Since the first version of this review (which included only 13 studies), there has been a large increase in studies and interest in improving parental mental health and parenting behavior among families of children and adolescents with chronic illness. Studies identified in the updated search for this review had several strengths, including more routine use of CONSORT guidelines (Schulz 2010), and relatively larger sample sizes. The next generation of studies should take into account additional limitations identified in this review, including the following.

  • Very few studies of FT, MI, and MST met the inclusion criteria for this review. Additional, larger studies of these therapies for children and adolescents with a broad range of illness conditions are needed.
  • Replication studies for interventions that have been evaluated by only one research team, such as MST for families of children with diabetes and PST for families of children with TBI.
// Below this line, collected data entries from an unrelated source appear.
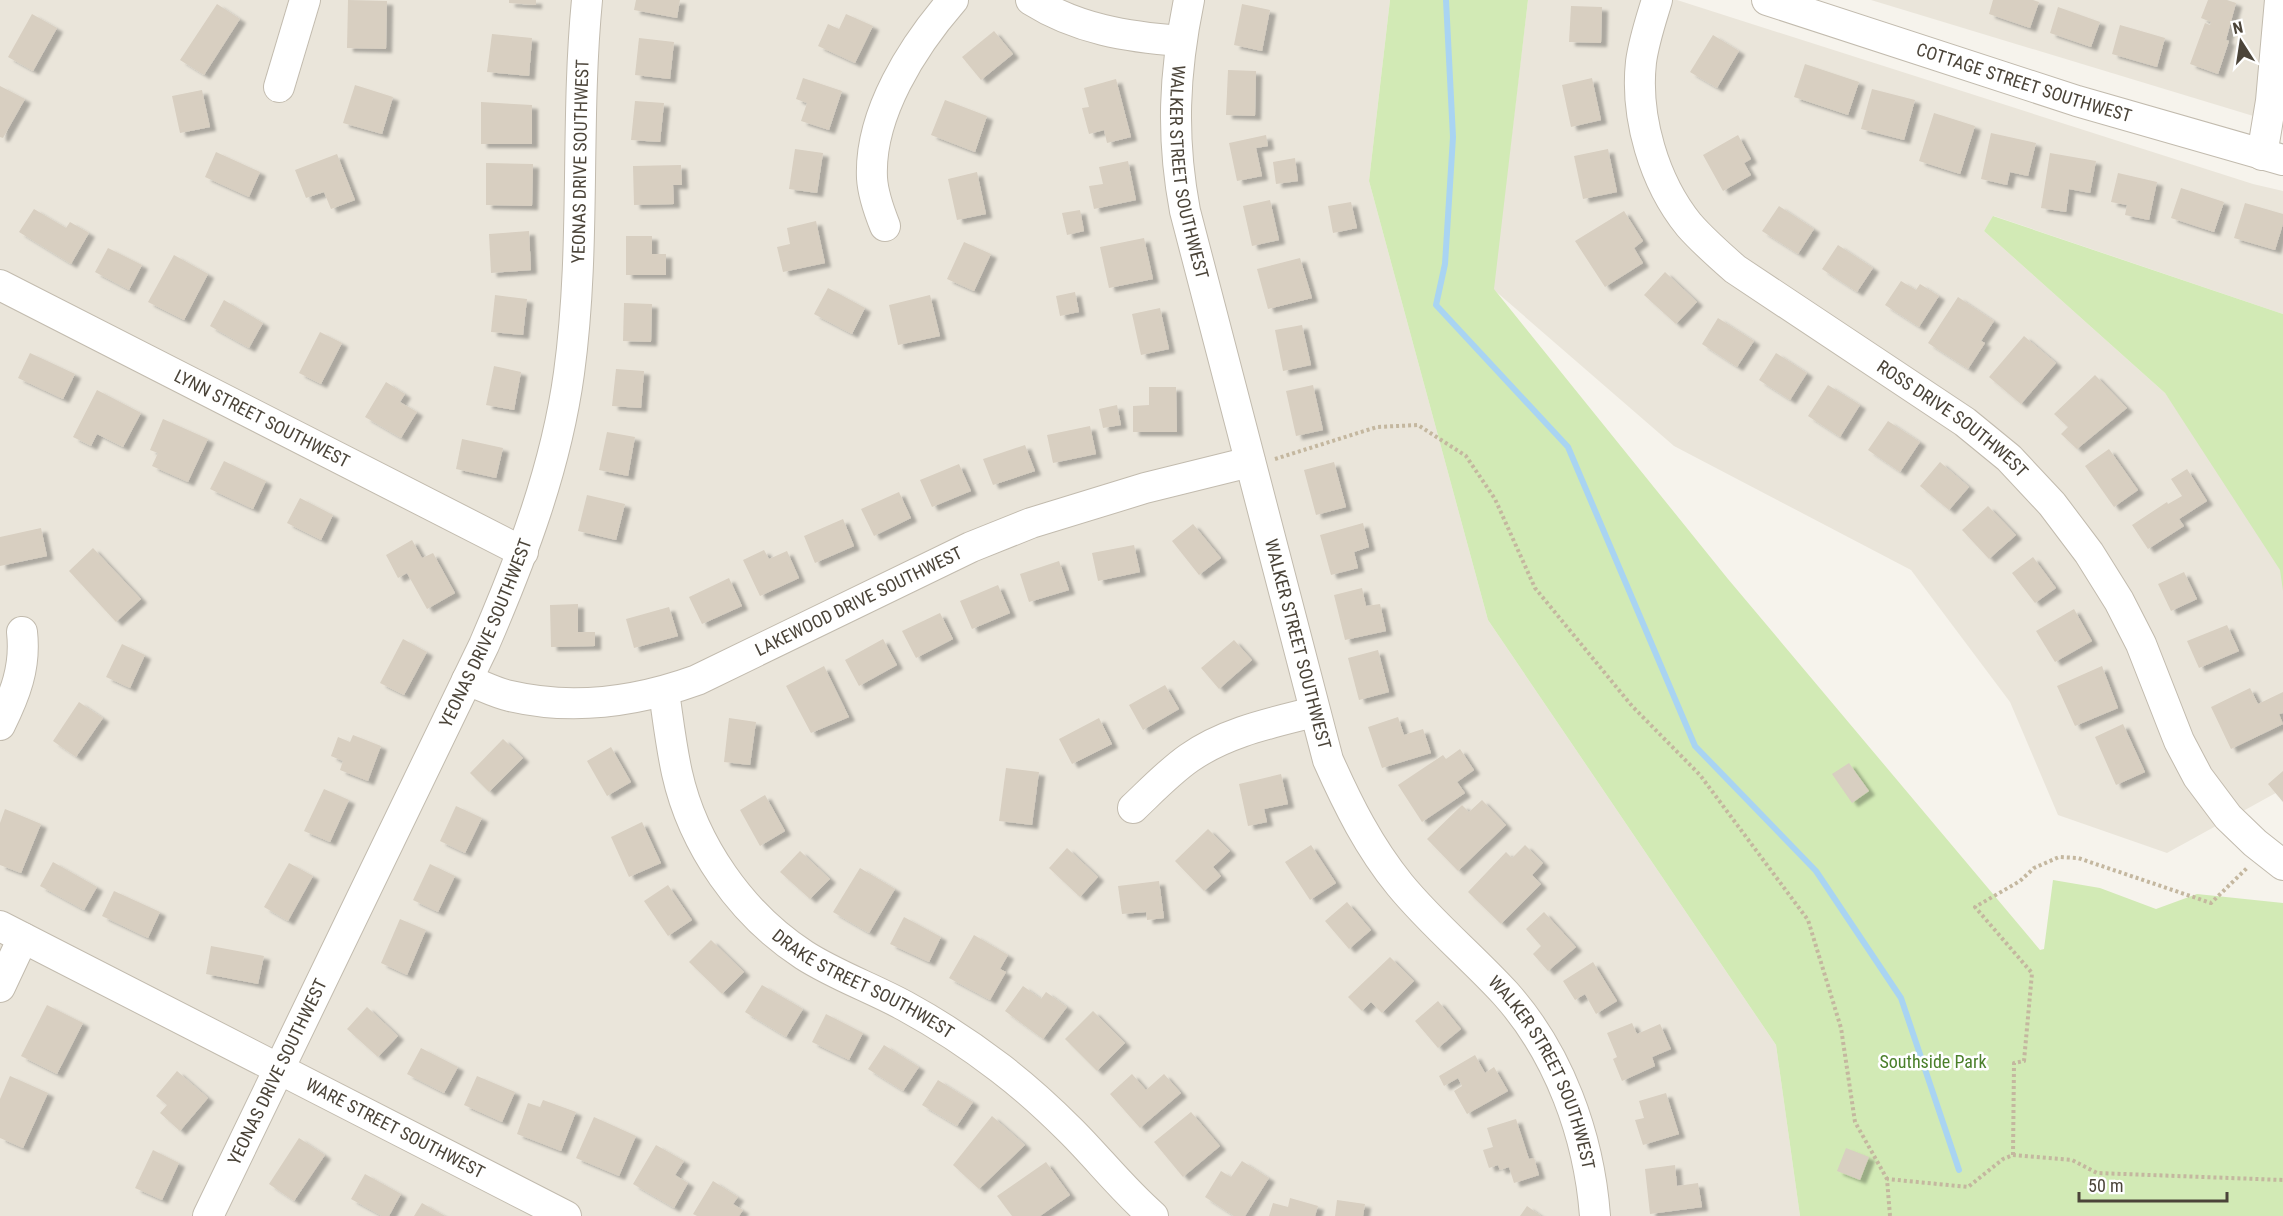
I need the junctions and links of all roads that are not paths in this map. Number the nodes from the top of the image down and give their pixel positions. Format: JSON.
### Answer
{"nodes":[{"id":1,"x":305,"y":0,"type":"edge"},
{"id":2,"x":587,"y":0,"type":"edge"},
{"id":3,"x":953,"y":0,"type":"edge"},
{"id":4,"x":1031,"y":0,"type":"edge"},
{"id":5,"x":1189,"y":0,"type":"edge"},
{"id":6,"x":1657,"y":0,"type":"edge"},
{"id":7,"x":1767,"y":0,"type":"edge"},
{"id":8,"x":2280,"y":0,"type":"edge"},
{"id":9,"x":1180,"y":41,"type":"junction"},
{"id":10,"x":279,"y":87,"type":"dead end"},
{"id":11,"x":2273,"y":158,"type":"edge"},
{"id":12,"x":885,"y":226,"type":"dead end"},
{"id":13,"x":0,"y":285,"type":"edge"},
{"id":14,"x":1251,"y":464,"type":"junction"},
{"id":15,"x":523,"y":552,"type":"junction"},
{"id":16,"x":22,"y":632,"type":"dead end"},
{"id":17,"x":467,"y":680,"type":"junction"},
{"id":18,"x":664,"y":692,"type":"junction"},
{"id":19,"x":1314,"y":712,"type":"junction"},
{"id":20,"x":0,"y":725,"type":"edge"},
{"id":21,"x":1133,"y":808,"type":"dead end"},
{"id":22,"x":2283,"y":865,"type":"edge"},
{"id":23,"x":12,"y":932,"type":"edge"},
{"id":24,"x":0,"y":987,"type":"edge"},
{"id":25,"x":279,"y":1069,"type":"junction"},
{"id":26,"x":208,"y":1216,"type":"edge"},
{"id":27,"x":566,"y":1216,"type":"edge"},
{"id":28,"x":1153,"y":1216,"type":"edge"},
{"id":29,"x":1595,"y":1216,"type":"edge"}],
"edges":[{"from":1,"to":10,"type":"street"},
{"from":2,"to":15,"type":"street","name":"YEONAS DRIVE SOUTHWEST"},
{"from":3,"to":12,"type":"street"},
{"from":4,"to":9,"type":"street"},
{"from":5,"to":9,"type":"street","name":"WALKER STREET SOUTHWEST"},
{"from":6,"to":22,"type":"street","name":"ROSS DRIVE SOUTHWEST"},
{"from":7,"to":11,"type":"street","name":"COTTAGE STREET SOUTHWEST"},
{"from":8,"to":11,"type":"street"},
{"from":9,"to":14,"type":"street","name":"WALKER STREET SOUTHWEST"},
{"from":13,"to":15,"type":"street","name":"LYNN STREET SOUTHWEST"},
{"from":14,"to":18,"type":"street","name":"LAKEWOOD DRIVE SOUTHWEST"},
{"from":14,"to":19,"type":"street","name":"WALKER STREET SOUTHWEST"},
{"from":15,"to":17,"type":"street","name":"YEONAS DRIVE SOUTHWEST"},
{"from":16,"to":20,"type":"street"},
{"from":17,"to":18,"type":"street","name":"LAKEWOOD DRIVE SOUTHWEST"},
{"from":17,"to":25,"type":"street","name":"YEONAS DRIVE SOUTHWEST"},
{"from":18,"to":28,"type":"street","name":"DRAKE STREET SOUTHWEST"},
{"from":19,"to":21,"type":"street"},
{"from":19,"to":29,"type":"street","name":"WALKER STREET SOUTHWEST"},
{"from":23,"to":24,"type":"street"},
{"from":23,"to":25,"type":"street","name":"WARE STREET SOUTHWEST"},
{"from":25,"to":26,"type":"street","name":"YEONAS DRIVE SOUTHWEST"},
{"from":25,"to":27,"type":"street","name":"WARE STREET SOUTHWEST"}]}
  • There are several subpopulations that have been under‐represented in most studies, particularly those of low socioeconomic or minority status, as well as fathers. Research is needed to understand the efficacy of psychological therapies for these groups.
  • Research is needed to understand the evidence‐base for studies that aim to intervene with mixed samples of youth with chronic illness. We may consider including these studies in a future version of this review.
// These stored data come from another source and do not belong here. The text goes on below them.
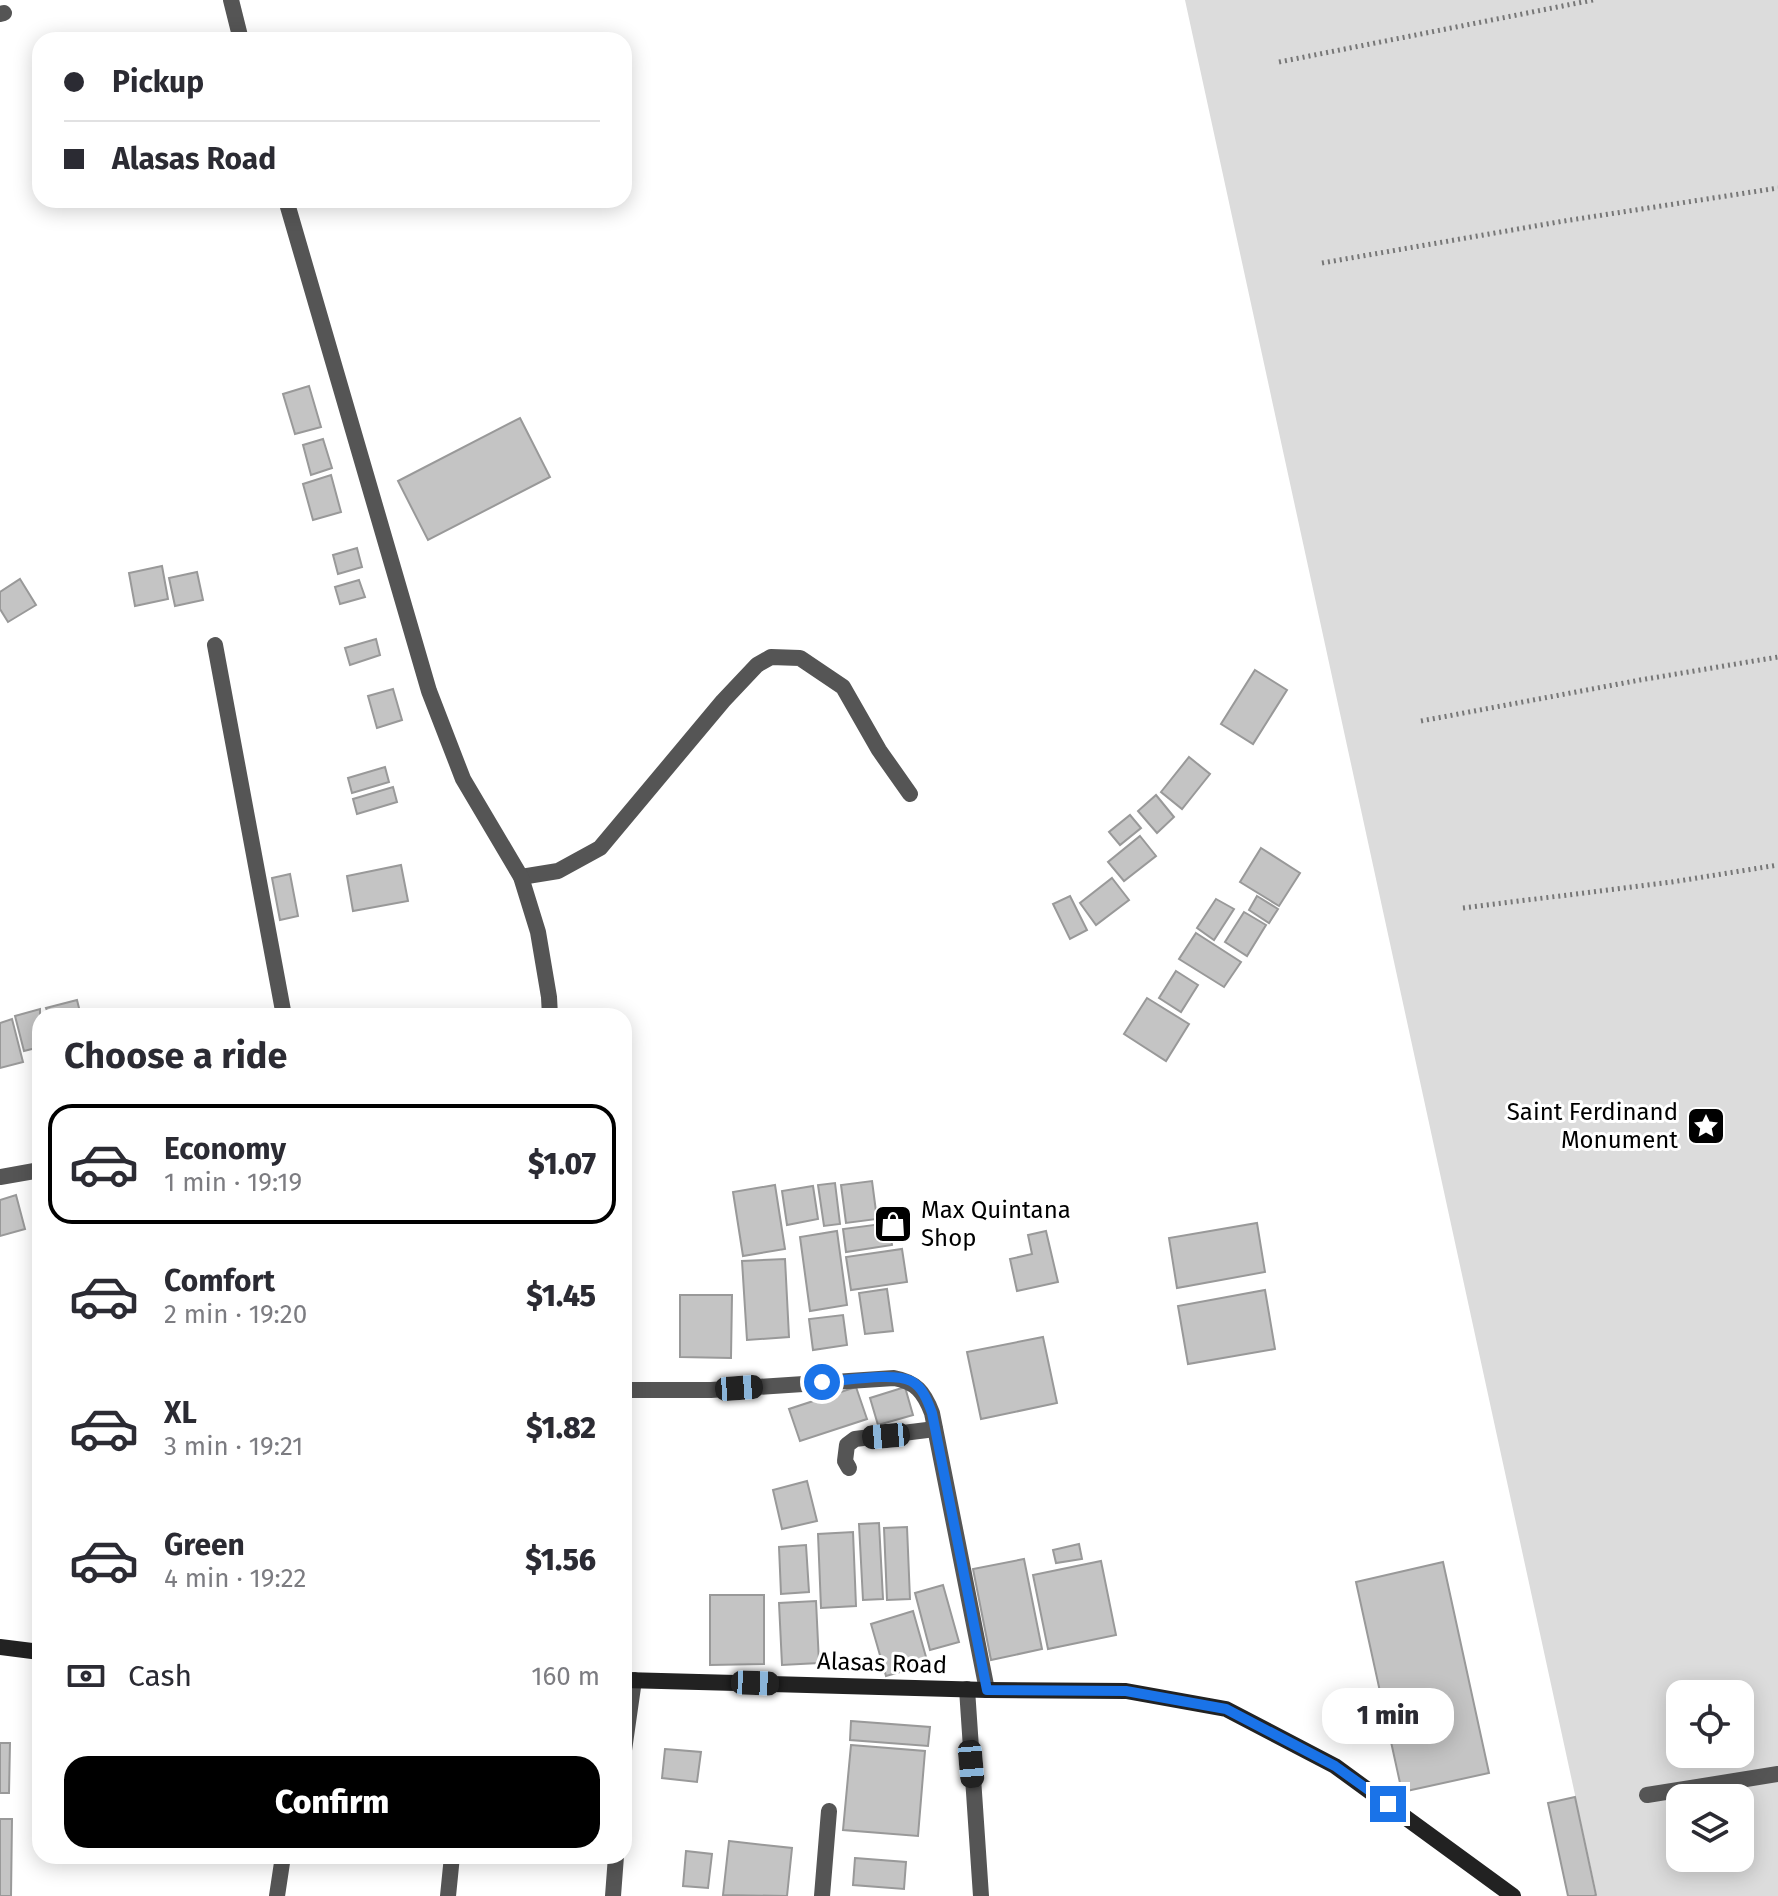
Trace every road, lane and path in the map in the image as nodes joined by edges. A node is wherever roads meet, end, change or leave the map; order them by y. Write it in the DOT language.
graph roads {
  1 [pos="231,0"];
  2 [pos="1593,0"];
  3 [pos="239,32"];
  4 [pos="1279,62"];
  5 [pos="1778,188"];
  6 [pos="288,208"];
  7 [pos="1322,263"];
  8 [pos="215,645"];
  9 [pos="1778,657"];
  10 [pos="1421,721"];
  11 [pos="910,794"];
  12 [pos="1778,865"];
  13 [pos="521,877"];
  14 [pos="1463,908"];
  15 [pos="283,1008"];
  16 [pos="550,1008"];
  17 [pos="32,1171"];
  18 [pos="0,1177"];
  19 [pos="632,1390"];
  20 [pos="935,1429"];
  21 [pos="849,1468"];
  22 [pos="0,1647"];
  23 [pos="32,1651"];
  24 [pos="632,1680"];
  25 [pos="967,1689"];
  26 [pos="987,1690"];
  27 [pos="1778,1774"];
  28 [pos="1647,1795"];
  29 [pos="829,1811"];
  30 [pos="282,1864"];
  31 [pos="451,1864"];
  32 [pos="615,1864"];
  33 [pos="277,1896"];
  34 [pos="448,1896"];
  35 [pos="613,1896"];
  36 [pos="822,1896"];
  37 [pos="981,1896"];
  38 [pos="1513,1896"];
  1 -- 3 [label="street"];
  2 -- 4 [label="path"];
  5 -- 7 [label="path"];
  6 -- 13 [label="street"];
  8 -- 15 [label="street"];
  9 -- 10 [label="path"];
  11 -- 13 [label="street"];
  12 -- 14 [label="path"];
  13 -- 16 [label="street"];
  17 -- 18 [label="street"];
  19 -- 20 [label="street"];
  20 -- 21 [label="street"];
  20 -- 26 [label="street"];
  22 -- 23 [label="street"];
  24 -- 25 [label="street, Alasas Road"];
  25 -- 26 [label="street, Alasas Road"];
  25 -- 37 [label="street"];
  26 -- 38 [label="street, Alasas Road"];
  27 -- 28 [label="street"];
  29 -- 36 [label="street"];
  30 -- 33 [label="street"];
  31 -- 34 [label="street"];
  32 -- 35 [label="street"];
}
  • Research is needed to understand the feasibility and efficacy of these interventions in developing countries, particularly given predictions that the prevalence of childhood chronic illness will continue to increase worldwide (Liu 2015).
  • In this updated search, we found more routine use of CONSORT reporting guidelines and trials registries compared to prior versions of this review. That being said, these practices were not universal across studies and this is an area that deserves attention from study authors and journal editors. Study authors are encouraged to report complete details about their intervention and how it was delivered, including making treatment manuals publicly available. Many journals now have policies requiring trial registry and use of CONSORT guidelines, and we encourage editors to enforce these policies.
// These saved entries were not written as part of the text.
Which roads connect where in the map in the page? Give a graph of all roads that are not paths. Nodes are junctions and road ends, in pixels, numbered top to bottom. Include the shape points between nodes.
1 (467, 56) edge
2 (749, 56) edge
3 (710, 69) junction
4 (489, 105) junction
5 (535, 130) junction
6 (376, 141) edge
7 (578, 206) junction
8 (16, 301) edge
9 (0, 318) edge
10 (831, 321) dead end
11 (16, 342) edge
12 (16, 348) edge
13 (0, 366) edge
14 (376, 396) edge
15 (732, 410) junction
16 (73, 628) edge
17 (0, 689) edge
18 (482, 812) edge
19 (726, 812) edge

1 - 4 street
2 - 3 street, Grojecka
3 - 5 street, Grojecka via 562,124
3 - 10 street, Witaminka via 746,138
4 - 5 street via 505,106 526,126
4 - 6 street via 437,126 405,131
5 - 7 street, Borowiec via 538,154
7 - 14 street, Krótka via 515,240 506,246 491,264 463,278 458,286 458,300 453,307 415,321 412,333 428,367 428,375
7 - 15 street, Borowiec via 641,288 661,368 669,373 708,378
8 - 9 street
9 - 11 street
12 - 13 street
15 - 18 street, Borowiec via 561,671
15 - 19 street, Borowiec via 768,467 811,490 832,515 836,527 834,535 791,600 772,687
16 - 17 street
  • We had some trouble with incomplete reporting of data in published manuscripts. Complete data were available to extract from 25 of 44 studies included in this review. Additionally, authors of 16 studies provided data to us on request, which were missing from the published manuscripts. We rated these studies as having high risk of reporting bias, and our sensitivity analyses indicate that excluding these studies may have changed the findings of our meta‐analyses. We support the general move toward central registries for all study data and treatment manuals.
  • Finally, piecemeal and repeat publication is an ongoing concern. There were several included studies identified from our updated search where multiple manuscripts were published from the same study. Such practices are unhelpful, create confusion and increase unnecessary labour (American Psychological Association 2011). Many journals now have policies regarding publication of multiple manuscripts from the same study, including a detailed description of previous publications from that study and a statement regarding the unique contribution of the present manuscript (e.g. Drotar 2010). Editors play a crucial role in enforcing these policies, and need to take a proactive approach to identifying such papers during the review process (Committee on Publication Ethics 2011; World Association of Medical Editors 2012).